The realist novel, defined by its putatively objective narrator, psychologically developed characters, and minute description of the realities of domestic life, was in part inaugurated by Austen in Pride and Prejudice, and would come to dominate the literary scene in England throughout the rest of the nineteenth century. The rise of the novel has historically been linked to the rise of the middle class in England from the eighteenth century onwards, because this expanding social class (and middle class women in particular) had both the income and the leisure time available to consume them. Although novels were widely read, throughout the late eighteenth and early nineteenth centuries, they were largely considered unserious, frivolous, and even irrelevant—a merely “popular” genre.
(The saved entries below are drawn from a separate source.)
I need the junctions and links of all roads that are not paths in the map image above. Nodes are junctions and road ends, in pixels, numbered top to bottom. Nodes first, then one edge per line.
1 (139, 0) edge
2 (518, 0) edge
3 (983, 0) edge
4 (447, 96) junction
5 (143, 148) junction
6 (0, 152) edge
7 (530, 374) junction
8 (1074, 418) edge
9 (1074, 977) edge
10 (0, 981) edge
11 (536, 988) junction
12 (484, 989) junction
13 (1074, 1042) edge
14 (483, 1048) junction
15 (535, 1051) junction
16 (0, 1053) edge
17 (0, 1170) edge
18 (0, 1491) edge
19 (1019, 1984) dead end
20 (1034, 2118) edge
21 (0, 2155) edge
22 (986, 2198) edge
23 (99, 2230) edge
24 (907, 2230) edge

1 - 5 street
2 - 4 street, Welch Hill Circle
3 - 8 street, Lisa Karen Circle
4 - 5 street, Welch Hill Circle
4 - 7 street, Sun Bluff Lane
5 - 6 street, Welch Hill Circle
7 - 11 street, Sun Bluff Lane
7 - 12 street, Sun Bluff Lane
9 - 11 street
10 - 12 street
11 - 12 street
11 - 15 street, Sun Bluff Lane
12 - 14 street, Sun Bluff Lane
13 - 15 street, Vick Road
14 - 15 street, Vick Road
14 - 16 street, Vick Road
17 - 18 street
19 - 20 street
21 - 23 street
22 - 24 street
Written by Deborah Aschkenes, Department of English and Comparative Literature, Columbia University
Works Consulted
Gillian Russell, "The Army, the Navy, and the Napoleonic Wars," A Companion to Jane Austen. Claudia L. Johnson. and Clara Tuite (eds) (Malden: Blackwell Publishing, 2009)
A Companion to the History of the Book (Blackwell Publishers, 2007)
A Companion to Eighteenth-Century Britain (Blackwell Publishers, 2002)
A Companion to the Eighteenth-Century English Novel and Culture (Blackwell Publishers, 2005)
An Oxford Companion to the Romantic Age (Oxford University Press, 2009)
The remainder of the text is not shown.